Candid Coal People

Derick Thompson, better known as Candid Coal People, a one-man band, released a new album, Big River and The Infamous They, recorded while stuck at home as a result of Covid restrictions in 2020. And the album is a prize.

Though I’d been following his journey on Facebook, I didn’t realize until a few months ago that he was recording an album. Coming from a musical family and having a deep love of all kinds of music, I wanted to know more. I contacted him and asked if he would give me a glimpse into his world and speak to me about his new work. I had fallen for some of the songs and wanted to learn more.

One of the biggest surprises to me was learning that if Derick is singing it, he’s written it. And if he’s written it, he’s playing it. I don’t mean he’s playing one instrument. He plays every instrument, layering the music: banjo, guitar, violin, keyboard, cello.

Being a one-man band, recording from a home set-up, isn’t easy, yet he handled every step in his album’s creation, filling every role in the tedious recording process. I won’t attempt to explain it because I can’t. But I know he usually turns to the guitar for the first round of layering. The next instrument he records adds texture to the song. He continues layering, stacking instruments, until the song is the way he wants it.

His day job handling turf in the Atlanta area requires a great deal of physical labor, yet at the end of the day, when music calls, his spirit moves into a solitary place where the words spill and he works his magic, often adding a pulse to the gray areas of life, breathing life into a few ghosts.

Derick is southern. And we all know that southern artists tend to have skeletons whispering in their ears, some sinners, some saints, and some soft-spoken storytellers. When I asked him what kind of music he makes, he said it falls into folk rock. Though he has his own unique style, I sometime hear hints of Bob Dylan, Neil Young, James Taylor, Leonard Cohen.

After watching a few videos of him I imagined him walking into a room echoing with loneliness, then picking up a guitar and filling each crack and crevice with music. I wish I could do that.

He pulls from his life experiences, and when he’s not pulling from his life, he’s pulling from his heart, and when he’s not pulling from his heart, he’s pulling from the hunger to create, to feed his soul.

Derick couldn’t put his finger on any one thing that drives him forward. “I can’t not make music,” he said. “It is a part of who I am.”

He seems to have no choice but to give life to the music that rumbles inside him.

Speaking of Esmerelda, one of my favorite songs on the album, Derick said, “Let it be known that I actually hated writing this song, and if you follow along, you’ll see that it’s for good reason. It’s always been interesting to me that two people can share so much together and then after a few years, disappear into existence, not even as friends or enemies, just two strangers who shared some moments. Or, how two people can make life altering decisions together and then cease to exist within the life they jointly decided.”

And in Denali, he writes:

Why would you save
To buy a seat
But hold your phone to video
A concert you’ve been wanting to see?

On Facebook, where he sometimes offers glimpses into his music and other areas of his life, he wrote about how the song Denali was born.

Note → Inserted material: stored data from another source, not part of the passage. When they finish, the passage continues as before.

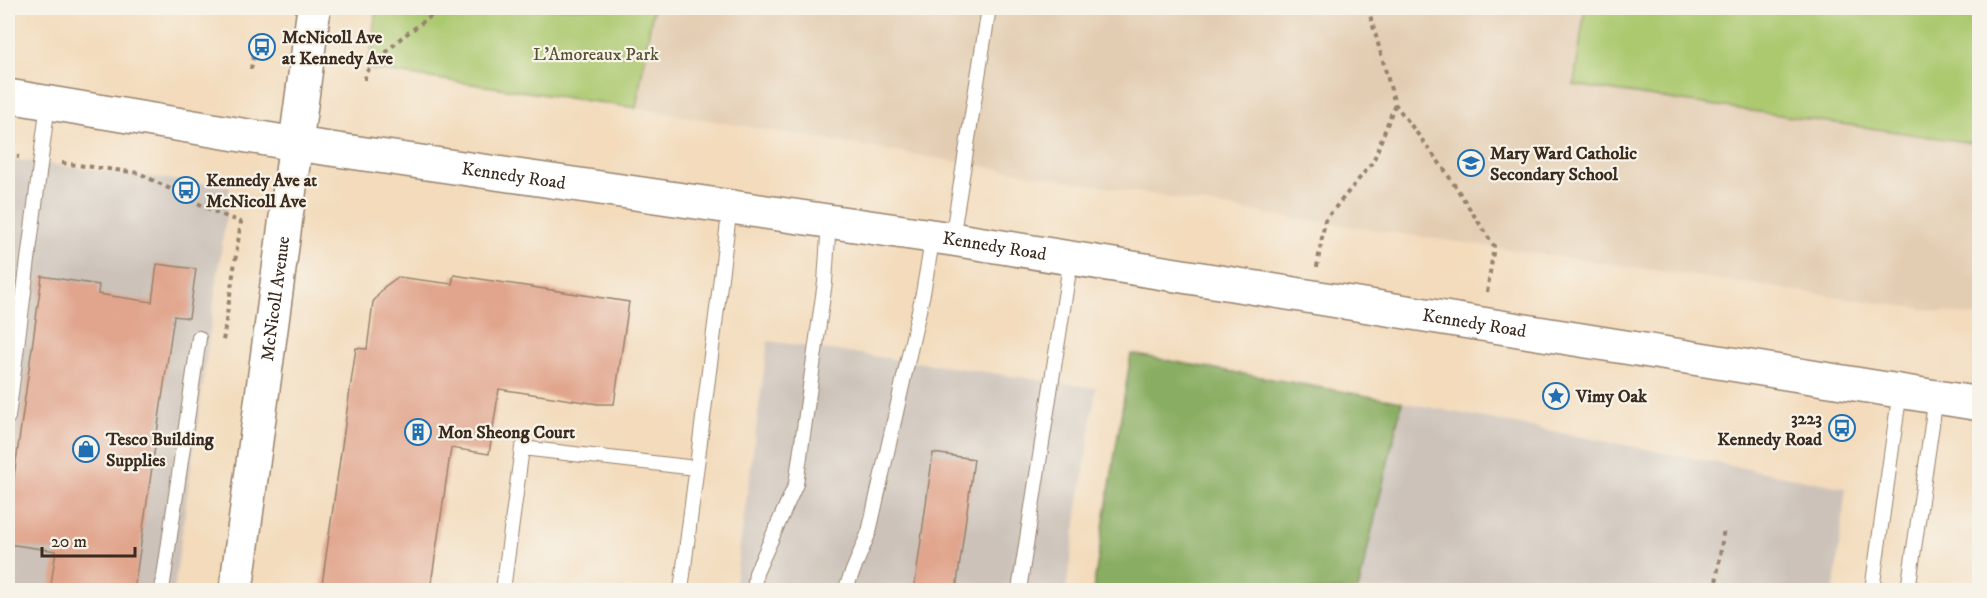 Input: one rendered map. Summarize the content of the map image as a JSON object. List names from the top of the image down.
{
  "streets": {
    "main road": ["Kennedy Road", "McNicoll Avenue"]
  },
  "crossings": [
    ["Kennedy Road", "McNicoll Avenue"]
  ],
  "parks": ["L'Amoreaux Park"],
  "places": {
    "bus stop": ["McNicoll Ave at Kennedy Ave", "Kennedy Ave at McNicoll Ave", "3223 Kennedy Road"],
    "school or university": ["Mary Ward Catholic Secondary School"],
    "place": ["Vimy Oak"],
    "building": ["Mon Sheong Court"],
    "shop": ["Tesco Building Supplies"]
  },
  "scale_bar": "20 m"
} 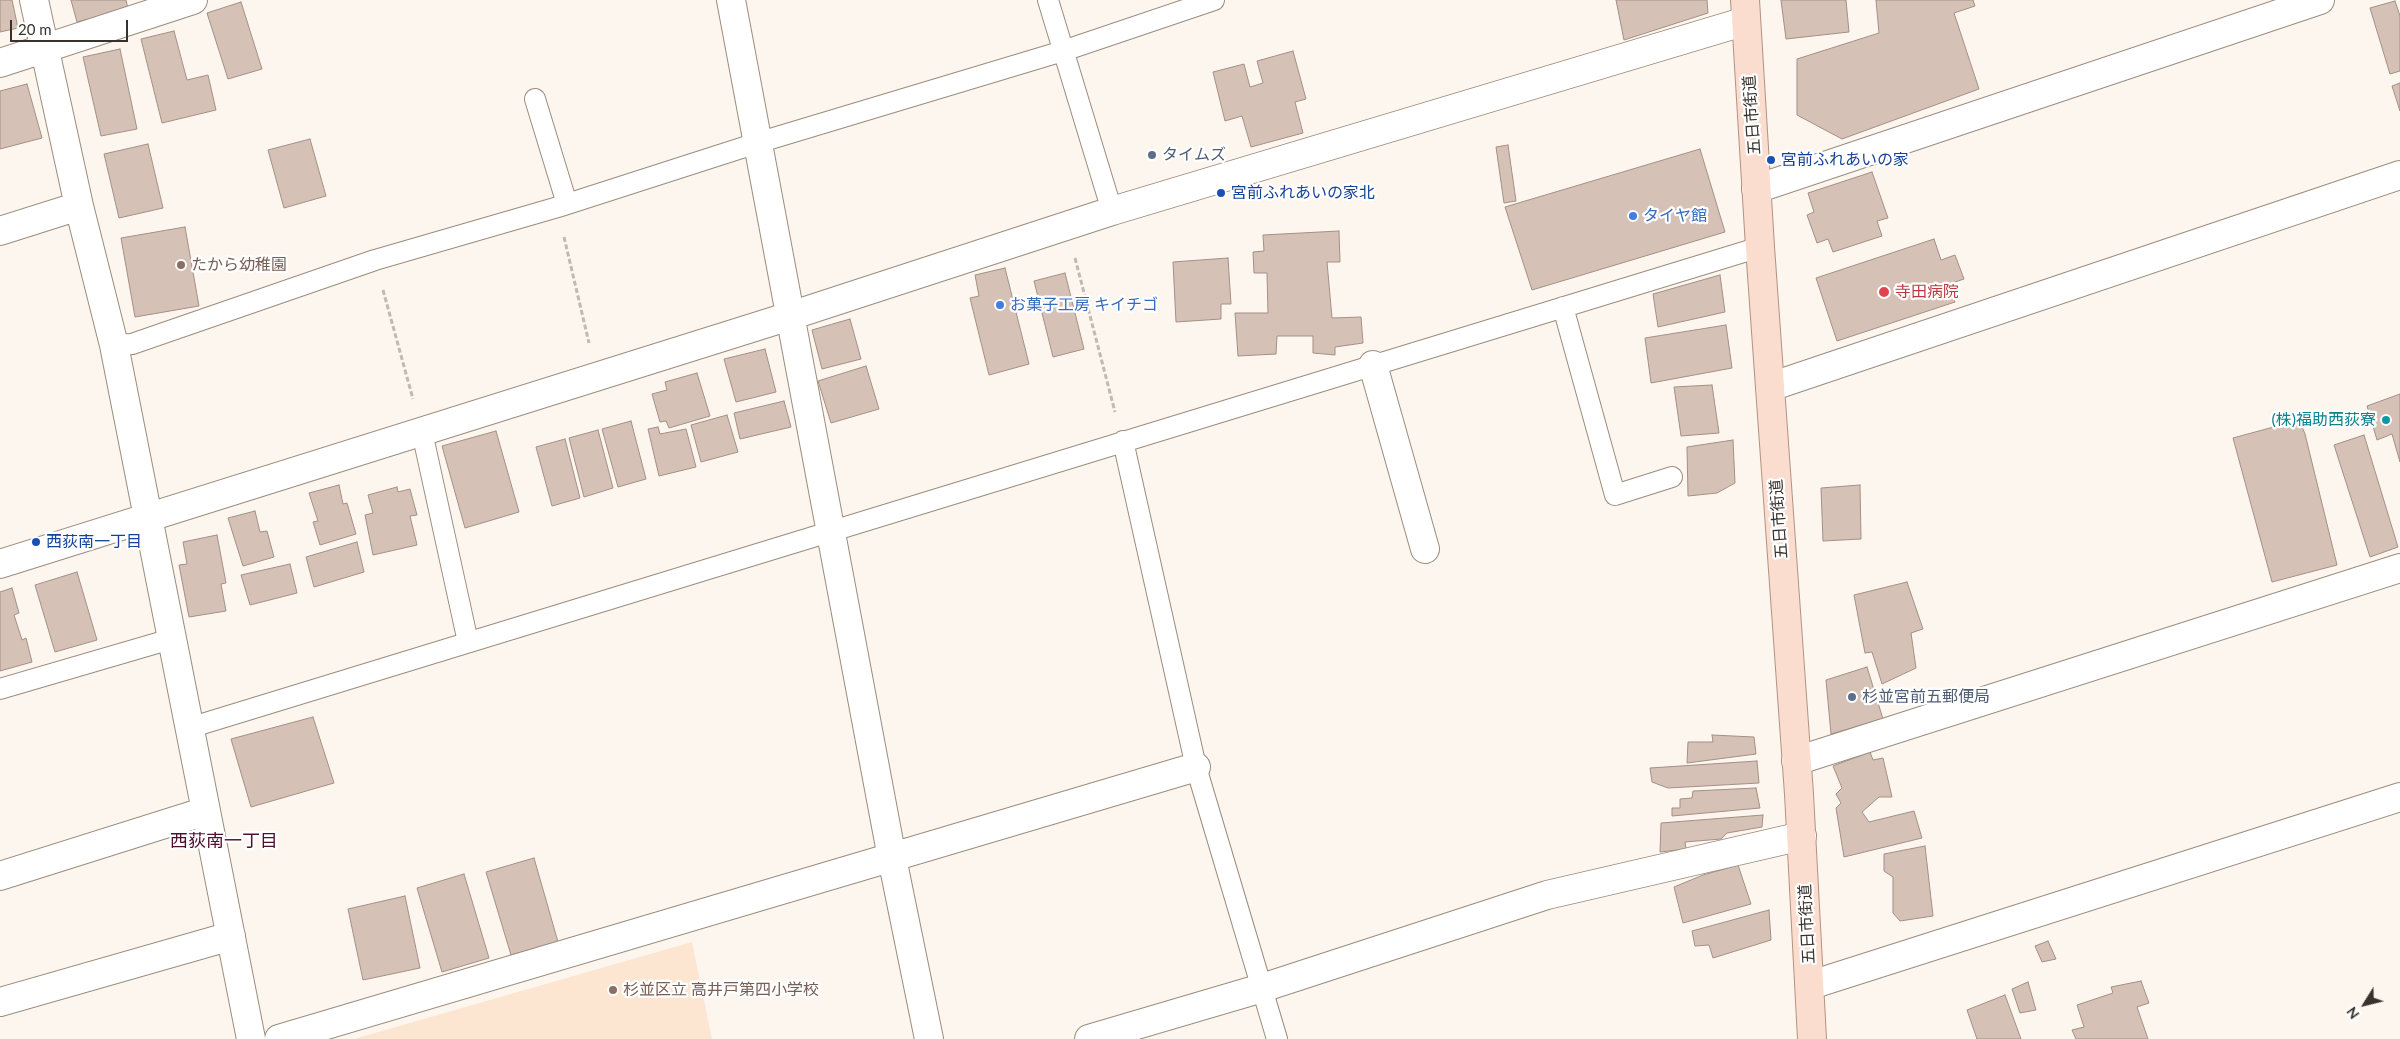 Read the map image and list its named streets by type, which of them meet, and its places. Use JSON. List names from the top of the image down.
{
  "streets": {
    "main road": ["五日市街道"]
  },
  "districts": ["西荻南一丁目"],
  "places": [
    "タイムズ",
    "宮前ふれあいの家",
    "宮前ふれあいの家北",
    "タイヤ館",
    "たから幼稚園",
    "寺田病院",
    "お菓子工房 キイチゴ",
    "(株)福助西荻寮",
    "西荻南一丁目",
    "杉並宮前五郵便局",
    "杉並区立 高井戸第四小学校"
  ],
  "scale_bar": "20 m",
  "north": "bottom left"
}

“Before the days of Covid, I went to Peru for the purpose of seeing Machu Picchu. Getting to Machu Picchu is a task for those that don’t know. You have to fly to Lima, to fly to Cusco, and then board a train to Aguas Calientes, and then you have to work your way out. Four flights and two train rides in seven days. When we finally made it to Machu Picchu, I thought it was the coolest thing I’d ever seen. I put a great amount of effort into memorizing how everything looked, as I’ll never see it in person again. When we walked through the gate, there was an old man, probably in his late 70s, walking very slowly with a cane to get up and down stairs in the Andes mountains. I was happy for him but I also pictured that he spent his life working and never got around to seeing the world, and now, he barely can. About halfway through the walk, there was a group of early 20-somethings from the United States. They were the opposite of the old man. Machu Picchu is a one way walk and these 10 kids decided to lounge in the walkway on some stairs made of stone that probably killed some Incas during the hauling. It’s 8:00am and these kids were drunk and annoying in the way kids are when they’re new to drinking— too cool. They completely missed the point of experiencing Machu Picchu and I would say Denali started creeping in around that moment.”

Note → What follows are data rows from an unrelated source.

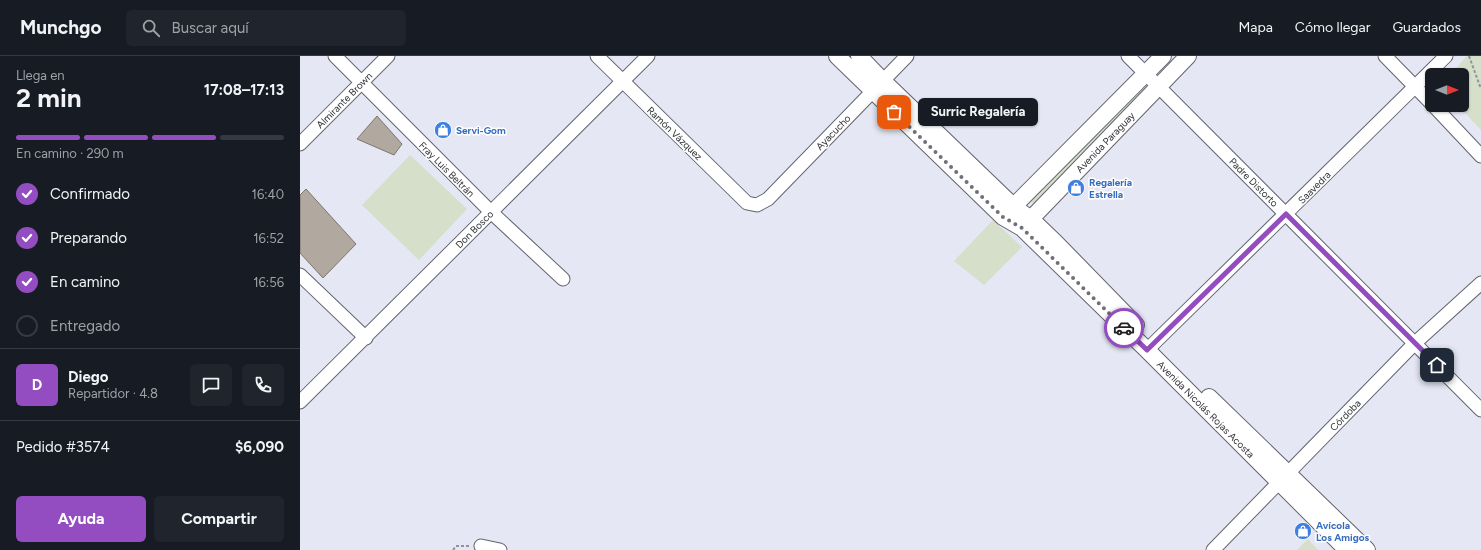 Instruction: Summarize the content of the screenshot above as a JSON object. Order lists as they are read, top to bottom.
{
  "streets": {
    "main road": ["Avenida Paraguay", "Avenida Nicolás Rojas Acosta"],
    "street": [
      "Almirante Brown",
      "Ayacucho",
      "Ramón Vázquez",
      "Fray Luis Beltrán",
      "Padre Distorto",
      "Saavedra",
      "Don Bosco",
      "Córdoba"
    ]
  },
  "crossings": [
    ["Almirante Brown", "Fray Luis Beltrán"],
    ["Ayacucho", "Ramón Vázquez"],
    ["Ayacucho", "Avenida Nicolás Rojas Acosta"],
    ["Ramón Vázquez", "Don Bosco"],
    ["Avenida Paraguay", "Padre Distorto"],
    ["Avenida Paraguay", "Avenida Nicolás Rojas Acosta"],
    ["Fray Luis Beltrán", "Don Bosco"],
    ["Padre Distorto", "Saavedra"],
    ["Padre Distorto", "Córdoba"],
    ["Saavedra", "Avenida Nicolás Rojas Acosta"],
    ["Avenida Nicolás Rojas Acosta", "Córdoba"]
  ],
  "places": {
    "other": ["Surric Regalería"],
    "shop": ["Servi-Gom", "Regalería Estrella", "Avícola Los Amigos"]
  },
  "north": "right",
  "page": {
    "header": "Munchgo",
    "search": "Buscar aquí",
    "nav": ["Mapa", "Cómo llegar", "Guardados"],
    "heading": ["2 min", "Llega en", "17:08–17:13"],
    "panel": [
      "Diego",
      "Repartidor · 4.8",
      "Pedido #3574",
      "$6,090"
    ],
    "bubble": "Surric Regalería",
    "bar": "En camino · 290 m",
    "list": [
      ["Confirmado", "16:40"],
      ["Preparando", "16:52"],
      ["En camino", "16:56"],
      "Entregado"
    ],
    "round": "D",
    "buttons": ["Ayuda", "Compartir"]
  }
} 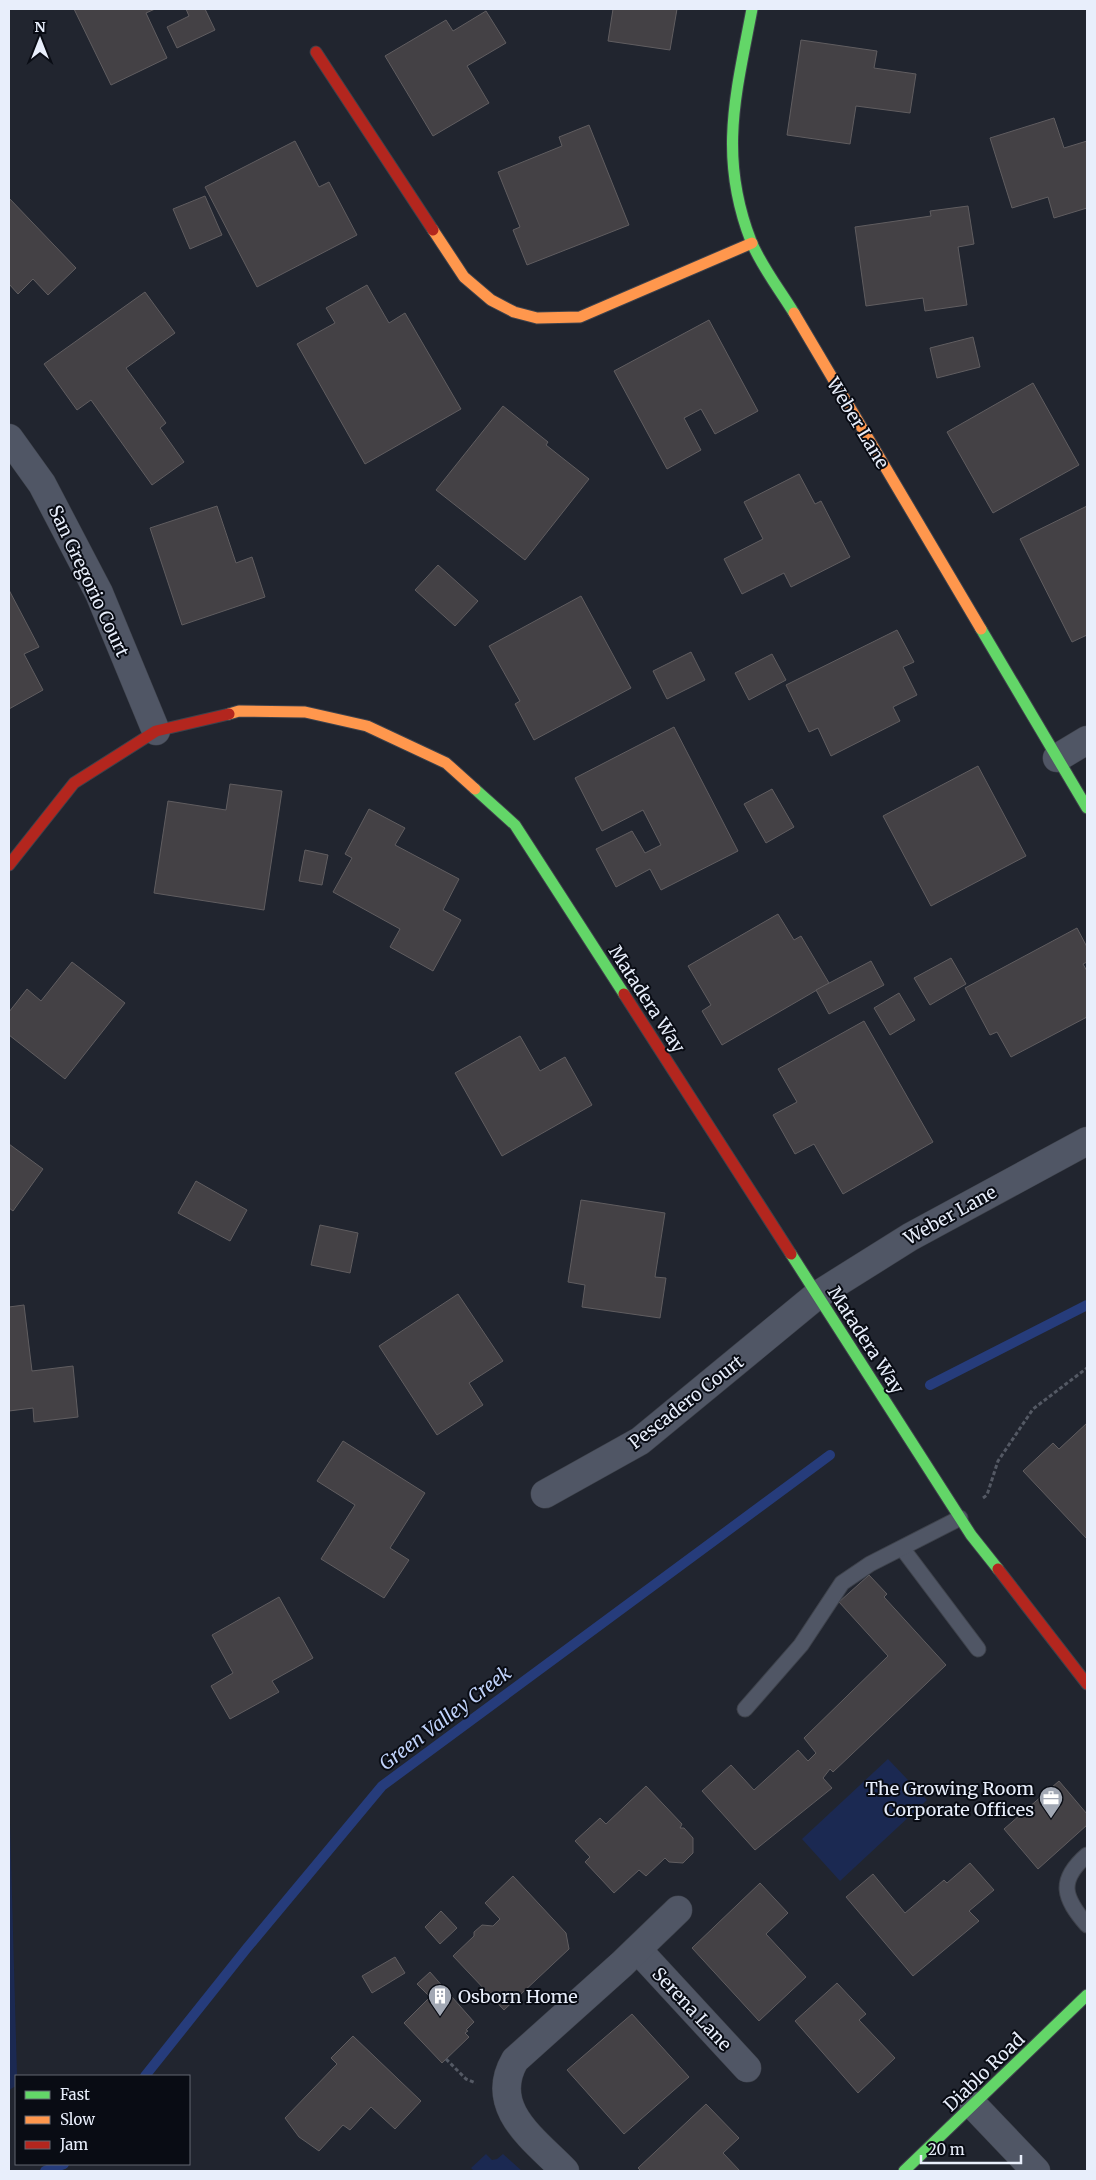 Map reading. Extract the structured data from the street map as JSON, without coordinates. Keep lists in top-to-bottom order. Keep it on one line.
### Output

I’ll say this: Music oozes from him, shimmers like magic on the pads of his fingers. Stories in song slip from his mouth as if leaving on a spiritual journey. It is easy to turn up the volume and travel alongside Derick Thompson, to see life through his eyes. After viewing pieces of his heart, I found myself examining my own.

I came away from our phone conversation and messages believing that through music, Derick, looking outward and inward, touches his tender places, his calloused places, and his uncertain places. I’m looking forward to hearing more from him.

I’ll end this by sharing some of the lyrics to Song for Grandma.

Washboard road, the sound the rooster crow
Will always remind me of you
South Georgia fields will always mean
Mean much more to me
Than grey dirt, summer drive, tree going through the roof
Or like a
. . .

Taking Grandma for a ride. Never too cool for Grandma.